Single-Embryo-Transfer-

New guidelines support single embryo transfer for young women undergoing IVF

An important new guideline for in vitro fertilization (IVF) treatments in Canada states that only one embryo should be transferred into the uterus of women under the age of 35, who have a good prognosis of achieving a pregnancy. For younger women with a “poor prognosis” for achieving pregnancy, transferring two embryos is the recommended maximum. Guidelines supporting single embryo transfer (SET) are being implemented in several countries (e.g. UK, Australia), in an effort to decrease the maternal and fetal risks, and health care costs, associated with multiple pregnancies. According to the American Society for Reproductive Medicine (ASRM), improvements in technology have resulted in SET being a better choice for achieving a viable pregnancy while avoiding multiples, for women with a good prognosis of success.

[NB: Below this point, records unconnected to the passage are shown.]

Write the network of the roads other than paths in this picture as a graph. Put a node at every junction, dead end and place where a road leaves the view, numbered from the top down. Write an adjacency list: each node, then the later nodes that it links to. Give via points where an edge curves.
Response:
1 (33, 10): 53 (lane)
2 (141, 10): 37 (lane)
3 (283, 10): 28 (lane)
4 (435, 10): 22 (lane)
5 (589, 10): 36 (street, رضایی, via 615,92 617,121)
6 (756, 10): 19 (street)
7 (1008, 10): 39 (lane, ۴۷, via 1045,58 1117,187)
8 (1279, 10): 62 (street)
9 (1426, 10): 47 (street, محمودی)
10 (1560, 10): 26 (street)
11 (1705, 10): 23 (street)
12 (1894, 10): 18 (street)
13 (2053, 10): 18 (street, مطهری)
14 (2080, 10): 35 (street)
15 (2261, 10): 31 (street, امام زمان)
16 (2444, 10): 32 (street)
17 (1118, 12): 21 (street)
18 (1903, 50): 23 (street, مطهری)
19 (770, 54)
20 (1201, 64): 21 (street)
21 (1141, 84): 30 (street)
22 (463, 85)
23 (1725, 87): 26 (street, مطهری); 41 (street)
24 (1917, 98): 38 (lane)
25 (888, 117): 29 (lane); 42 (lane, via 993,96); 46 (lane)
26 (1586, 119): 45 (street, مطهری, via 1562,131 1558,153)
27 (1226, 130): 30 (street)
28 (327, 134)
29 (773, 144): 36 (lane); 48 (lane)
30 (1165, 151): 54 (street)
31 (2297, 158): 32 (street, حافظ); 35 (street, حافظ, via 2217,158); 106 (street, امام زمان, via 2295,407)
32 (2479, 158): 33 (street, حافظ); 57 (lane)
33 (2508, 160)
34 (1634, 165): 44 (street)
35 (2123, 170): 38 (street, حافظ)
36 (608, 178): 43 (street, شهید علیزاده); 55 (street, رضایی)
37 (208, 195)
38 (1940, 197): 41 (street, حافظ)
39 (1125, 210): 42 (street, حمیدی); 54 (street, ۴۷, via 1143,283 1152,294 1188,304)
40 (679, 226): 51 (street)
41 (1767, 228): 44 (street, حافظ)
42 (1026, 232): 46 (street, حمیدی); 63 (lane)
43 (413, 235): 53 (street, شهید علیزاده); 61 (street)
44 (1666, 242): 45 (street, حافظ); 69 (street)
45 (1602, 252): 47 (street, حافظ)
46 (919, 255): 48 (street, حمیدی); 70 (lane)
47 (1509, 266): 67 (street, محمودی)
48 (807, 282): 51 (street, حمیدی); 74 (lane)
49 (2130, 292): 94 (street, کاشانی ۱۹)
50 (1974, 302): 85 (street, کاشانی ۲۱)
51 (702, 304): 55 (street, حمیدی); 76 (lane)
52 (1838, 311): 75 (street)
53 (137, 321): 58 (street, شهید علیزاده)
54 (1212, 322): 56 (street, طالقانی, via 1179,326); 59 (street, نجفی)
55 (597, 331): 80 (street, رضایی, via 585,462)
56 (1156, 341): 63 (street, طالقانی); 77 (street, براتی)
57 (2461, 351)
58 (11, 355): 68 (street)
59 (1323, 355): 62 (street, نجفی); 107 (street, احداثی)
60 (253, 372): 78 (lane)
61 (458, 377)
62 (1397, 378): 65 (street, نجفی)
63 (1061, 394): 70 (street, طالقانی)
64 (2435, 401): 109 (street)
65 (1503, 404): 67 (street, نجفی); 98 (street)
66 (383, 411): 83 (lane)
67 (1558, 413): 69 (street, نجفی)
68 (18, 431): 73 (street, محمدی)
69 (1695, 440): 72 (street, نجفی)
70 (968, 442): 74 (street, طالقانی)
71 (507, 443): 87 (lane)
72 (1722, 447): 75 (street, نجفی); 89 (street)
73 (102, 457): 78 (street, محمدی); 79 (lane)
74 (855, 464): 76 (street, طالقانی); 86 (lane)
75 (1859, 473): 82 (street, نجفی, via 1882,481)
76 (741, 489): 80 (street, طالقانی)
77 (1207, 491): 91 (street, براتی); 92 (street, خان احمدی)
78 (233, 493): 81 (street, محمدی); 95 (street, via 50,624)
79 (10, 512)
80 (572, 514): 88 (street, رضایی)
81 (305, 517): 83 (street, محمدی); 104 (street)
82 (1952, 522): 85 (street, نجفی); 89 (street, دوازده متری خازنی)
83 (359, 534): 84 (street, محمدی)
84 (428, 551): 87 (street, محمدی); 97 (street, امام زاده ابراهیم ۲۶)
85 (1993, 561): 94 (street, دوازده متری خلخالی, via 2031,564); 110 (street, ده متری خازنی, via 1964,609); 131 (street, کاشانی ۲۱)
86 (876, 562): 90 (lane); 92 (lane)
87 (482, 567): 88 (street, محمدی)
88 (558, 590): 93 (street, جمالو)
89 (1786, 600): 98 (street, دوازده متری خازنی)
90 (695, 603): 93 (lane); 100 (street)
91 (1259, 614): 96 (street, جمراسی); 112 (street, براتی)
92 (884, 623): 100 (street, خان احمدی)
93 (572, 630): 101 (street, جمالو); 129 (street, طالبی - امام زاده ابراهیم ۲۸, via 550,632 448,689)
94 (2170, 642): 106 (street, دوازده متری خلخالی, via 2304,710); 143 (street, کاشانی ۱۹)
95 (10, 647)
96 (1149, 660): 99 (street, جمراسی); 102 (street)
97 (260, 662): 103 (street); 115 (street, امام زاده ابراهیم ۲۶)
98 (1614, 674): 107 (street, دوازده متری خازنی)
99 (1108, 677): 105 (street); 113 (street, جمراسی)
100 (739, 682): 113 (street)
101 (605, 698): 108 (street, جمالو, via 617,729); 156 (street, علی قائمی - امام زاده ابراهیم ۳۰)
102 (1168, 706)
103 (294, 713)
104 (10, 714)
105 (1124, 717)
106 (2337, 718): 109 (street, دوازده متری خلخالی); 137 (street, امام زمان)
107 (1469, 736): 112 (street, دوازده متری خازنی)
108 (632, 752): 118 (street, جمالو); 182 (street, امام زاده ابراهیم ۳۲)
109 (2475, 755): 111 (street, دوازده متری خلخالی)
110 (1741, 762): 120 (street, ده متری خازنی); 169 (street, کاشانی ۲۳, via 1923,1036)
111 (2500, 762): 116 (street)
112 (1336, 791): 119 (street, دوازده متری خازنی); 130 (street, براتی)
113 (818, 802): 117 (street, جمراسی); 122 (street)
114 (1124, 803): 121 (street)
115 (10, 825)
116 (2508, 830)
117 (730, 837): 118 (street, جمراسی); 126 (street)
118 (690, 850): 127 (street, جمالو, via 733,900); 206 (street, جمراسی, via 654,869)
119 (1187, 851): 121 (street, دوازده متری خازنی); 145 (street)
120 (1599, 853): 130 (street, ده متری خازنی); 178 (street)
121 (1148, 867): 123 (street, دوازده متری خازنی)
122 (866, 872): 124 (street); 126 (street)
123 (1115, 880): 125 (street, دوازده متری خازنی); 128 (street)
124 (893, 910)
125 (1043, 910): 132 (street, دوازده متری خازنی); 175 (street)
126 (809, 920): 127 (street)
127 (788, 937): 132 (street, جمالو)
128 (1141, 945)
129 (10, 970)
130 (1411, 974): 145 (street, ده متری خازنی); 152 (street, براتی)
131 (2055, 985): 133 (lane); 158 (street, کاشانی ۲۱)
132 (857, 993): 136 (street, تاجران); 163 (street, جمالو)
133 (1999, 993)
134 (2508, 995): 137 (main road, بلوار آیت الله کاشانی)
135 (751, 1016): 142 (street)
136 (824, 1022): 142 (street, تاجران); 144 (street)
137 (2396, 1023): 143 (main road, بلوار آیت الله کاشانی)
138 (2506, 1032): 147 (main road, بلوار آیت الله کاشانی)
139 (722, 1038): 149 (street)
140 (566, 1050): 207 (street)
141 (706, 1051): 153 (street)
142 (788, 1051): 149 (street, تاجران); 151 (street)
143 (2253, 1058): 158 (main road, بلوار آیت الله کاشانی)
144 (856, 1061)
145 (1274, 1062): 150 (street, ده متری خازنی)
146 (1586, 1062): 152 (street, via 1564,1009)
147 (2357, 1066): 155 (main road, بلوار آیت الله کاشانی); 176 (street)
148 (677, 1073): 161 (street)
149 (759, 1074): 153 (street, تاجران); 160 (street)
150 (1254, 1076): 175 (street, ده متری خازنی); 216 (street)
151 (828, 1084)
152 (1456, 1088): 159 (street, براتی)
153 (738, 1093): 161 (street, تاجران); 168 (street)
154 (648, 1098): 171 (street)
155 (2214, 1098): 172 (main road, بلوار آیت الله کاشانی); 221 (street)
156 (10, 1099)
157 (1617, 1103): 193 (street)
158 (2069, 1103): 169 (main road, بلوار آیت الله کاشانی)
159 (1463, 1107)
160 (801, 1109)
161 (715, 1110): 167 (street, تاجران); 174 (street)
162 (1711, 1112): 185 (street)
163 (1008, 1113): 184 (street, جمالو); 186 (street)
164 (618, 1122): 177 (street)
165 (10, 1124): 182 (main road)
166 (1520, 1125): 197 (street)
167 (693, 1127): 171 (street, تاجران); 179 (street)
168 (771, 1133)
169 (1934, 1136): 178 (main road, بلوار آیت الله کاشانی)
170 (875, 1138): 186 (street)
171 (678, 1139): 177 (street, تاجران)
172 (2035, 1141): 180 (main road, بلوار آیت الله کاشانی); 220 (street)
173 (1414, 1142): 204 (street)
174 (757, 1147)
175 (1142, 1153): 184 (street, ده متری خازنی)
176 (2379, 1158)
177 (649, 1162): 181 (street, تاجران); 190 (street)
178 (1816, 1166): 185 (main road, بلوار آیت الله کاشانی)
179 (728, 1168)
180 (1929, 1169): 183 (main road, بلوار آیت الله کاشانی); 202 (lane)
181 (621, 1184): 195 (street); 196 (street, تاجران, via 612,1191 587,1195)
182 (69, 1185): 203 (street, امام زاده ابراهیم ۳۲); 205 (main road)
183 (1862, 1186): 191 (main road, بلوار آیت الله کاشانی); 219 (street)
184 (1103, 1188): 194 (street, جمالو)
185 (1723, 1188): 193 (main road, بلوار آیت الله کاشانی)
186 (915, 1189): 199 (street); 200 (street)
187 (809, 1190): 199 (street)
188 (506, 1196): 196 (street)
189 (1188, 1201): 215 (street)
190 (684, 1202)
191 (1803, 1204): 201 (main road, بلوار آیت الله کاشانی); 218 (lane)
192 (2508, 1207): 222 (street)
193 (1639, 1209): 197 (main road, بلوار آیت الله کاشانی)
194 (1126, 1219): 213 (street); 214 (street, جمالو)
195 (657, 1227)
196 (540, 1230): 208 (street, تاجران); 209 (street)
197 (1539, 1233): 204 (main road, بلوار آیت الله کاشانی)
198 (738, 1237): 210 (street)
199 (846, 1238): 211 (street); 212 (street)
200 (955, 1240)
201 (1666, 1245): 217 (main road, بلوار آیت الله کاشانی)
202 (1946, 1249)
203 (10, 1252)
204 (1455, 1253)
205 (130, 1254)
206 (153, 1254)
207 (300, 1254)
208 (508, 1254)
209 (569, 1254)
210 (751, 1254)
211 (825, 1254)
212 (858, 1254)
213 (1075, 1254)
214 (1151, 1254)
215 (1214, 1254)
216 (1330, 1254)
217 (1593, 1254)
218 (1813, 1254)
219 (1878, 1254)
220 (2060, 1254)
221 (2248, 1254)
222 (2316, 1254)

However, SET guidelines do not typically apply to women over the age of 40. In Canada, the new recommendations state that fertility specialists may consider transferring up to 4 embryos in women between 40 and 42 years of age, and up to 5 embryos in women over the age of 42 – based on the significantly lower pregnancy and live birth rates for women over 40. However, the possibility of transferring multiple embryos for women over 40 is creating cause for concern among some experts. Says Canada Research Chair Francoise Baylis,

Those numbers are still too high…This is actually the worst age group to be pregnant with multiples.”

Dr. Jason Min, chair of the clinical practice guideline committee of the Canadian Fertility and Andrology Society, asserts that these guidelines for women over the age of 40 are “recommended maximums” and should not be routine practice.

These “best practice” medical guidelines are often challenging to implement, particularly when couples have only 2 or 3 embryos from an IVF cycle and are keen to have all the embryos transferred, in the hope that at least one embryo will implant and result in a viable pregnancy. Also, couples are often unaware of the maternal and fetal risks associated with twin and triplet pregnancies. Given the financial and emotional costs of IVF, couples sometimes hope to have twins – thereby completing their family without having to face additional treatments. Consequently, coming to terms with SET can prove challenging to patients and the physicians who treat them.